Catherine Mott is launching a next act for angels, effectively upstreaming the 18-year-old network of high-net-worth individuals that she pioneered to stake tech firms past the seed stage.
BlueTree Capital Group on Tuesday announced that its new Blue Tree Venture Capital Fund I LP has raised $12.5 million and will begin investing.
BTVC, which is targeting $30 million to $50 million, is focused on Series A funding rounds for software-enabled tech companies from Pittsburgh to Chicago.
Mott, BlueTree’s president and CEO, founded the Wexford-based company in 2003. The launch of its angel network made the format for early stage investing accessible to a wide range of high-net-worth individuals, many of them in western Pennsylvania, enabling them to opt into deals that appealed and to spread the potential risk. Between 2010 and 2020, BlueTree Allied Angels had a track record of 18.8% realized returns.
The angel network shut down on June 30, Mott confirmed, in order to focus on the new fund. While it will continue to support existing companies, she said, it is not doing new deals.
"Angel funds are seed funds,” Mott said. “We moved up to Series A to plug a hole we saw in the marketplace.”
While the Midwest footprint spans several tech ecosystems, it lacks locally based capital, she believes. The BlueTree heritage provides the pipeline, deal flow, relationships, syndicators and marketplace knowledge to capitalize on the opportunity. It is also the common ground for the new fund's early investors.
The new fund is known by its initials, retaining the BlueTree brand while also eliminating confusion due to its different investment purpose. Its investors so far had staked BlueTree deals. Now the fund will also target family offices and institutional investors to raise the rest of the capital.
“The biggest question new investors have — besides ‘What’s your track record?’ — is ‘Who’s supporting you in this new venture?'" Mott said. “They want to know if people you’ve worked with before are investing. Nobody knows you better than your previous investors.”
Mott has some big deals to point to. Expedia Group’s $21.5 million 2018 acquisition of Chicago-based ApartmentJet translated to a 4.3 times return on BlueTree’s original investment in less than a year. BlueTree saw a 12 times return from its investment in Wombat Security Technologies when the Pittsburgh-based cybersecurity company was bought by Silicon Valley’s Proofpoint for $225 million three years ago.
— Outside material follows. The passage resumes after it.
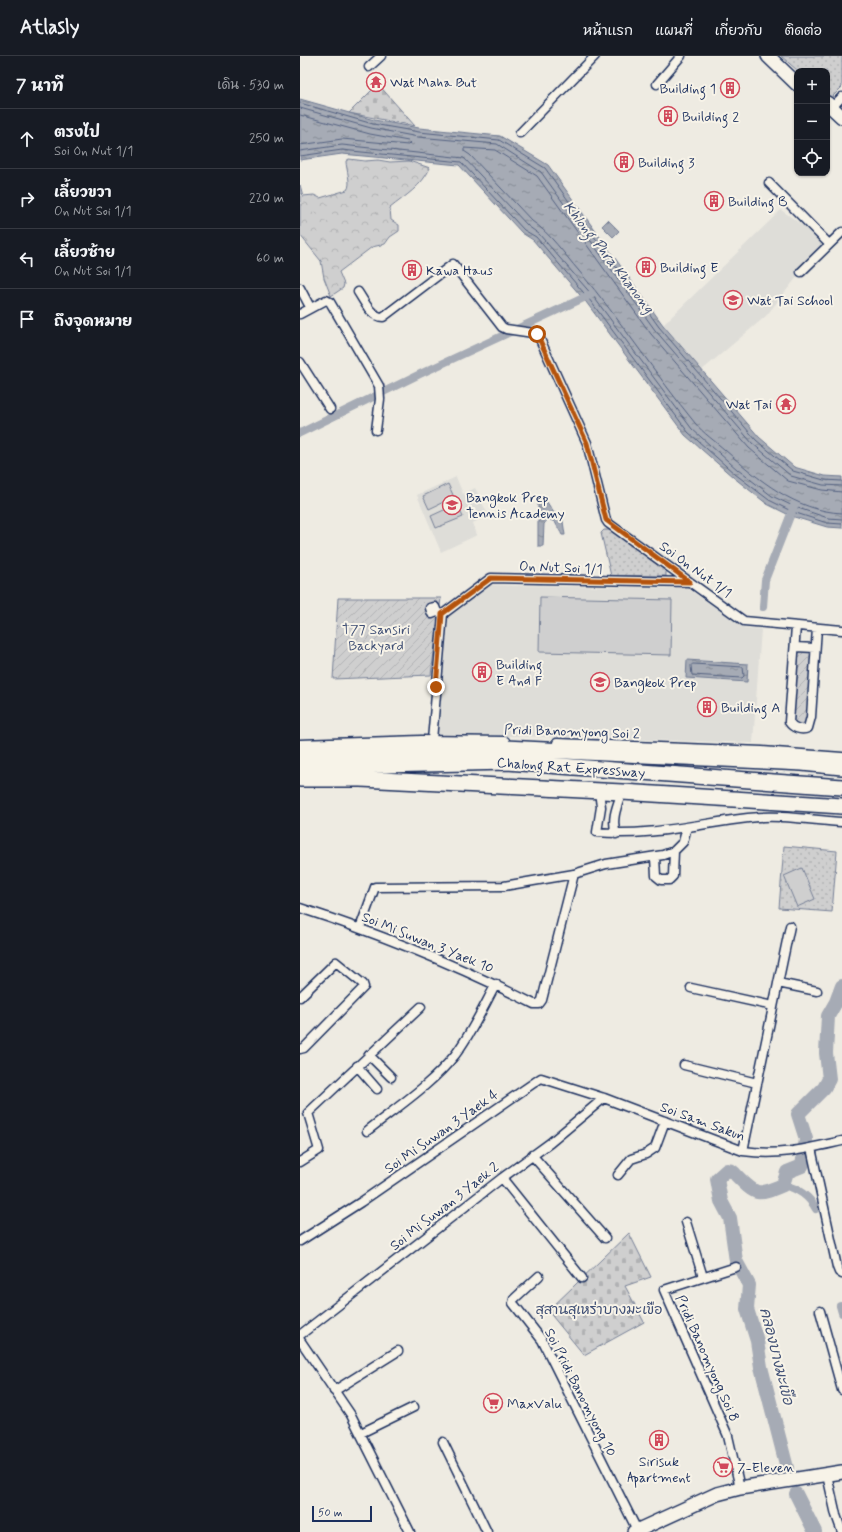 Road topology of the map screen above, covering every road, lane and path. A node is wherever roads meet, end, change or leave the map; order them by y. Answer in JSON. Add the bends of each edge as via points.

Mott is serving as co-managing partner of BTVC with Sreekar Gadde.
Gadde joined BlueTree Capital Group in 2018 as head of due diligence and became executive director a year later. He came to Pittsburgh in 2015 as assistant chief intellectual property counsel at Dynamics Inc. Before that, he was an associate at Sterne Kessler Goldstein & Fox and at Ropes & Gray in the Washington, D.C., area after working as a validation engineer for Intel Corp. in Austin, Texas.
“We know and grow transformative tech,” Gadde said in a prepared statement. “The trends are compelling, our team is proven and the timing is favorable. BTVC will identify promising capital-efficient, software-enabled technology companies, invest in well-vetted companies raising Series A rounds in the Midwest, and grow those companies from the point of early market traction to a profitable exit.”
In addition to its headquarters — Wexford is north of Pittsburgh — BTVC will have a presence in Chicago, Mott said, though it has not yet been determined if that means a physical office.
There are other metros that Mott and Gadde know well and where BTVC will look for deals.
“Think Cincinnati, Cleveland and Indianapolis as key markets where we’ve developed key relationships as well,” Mott said.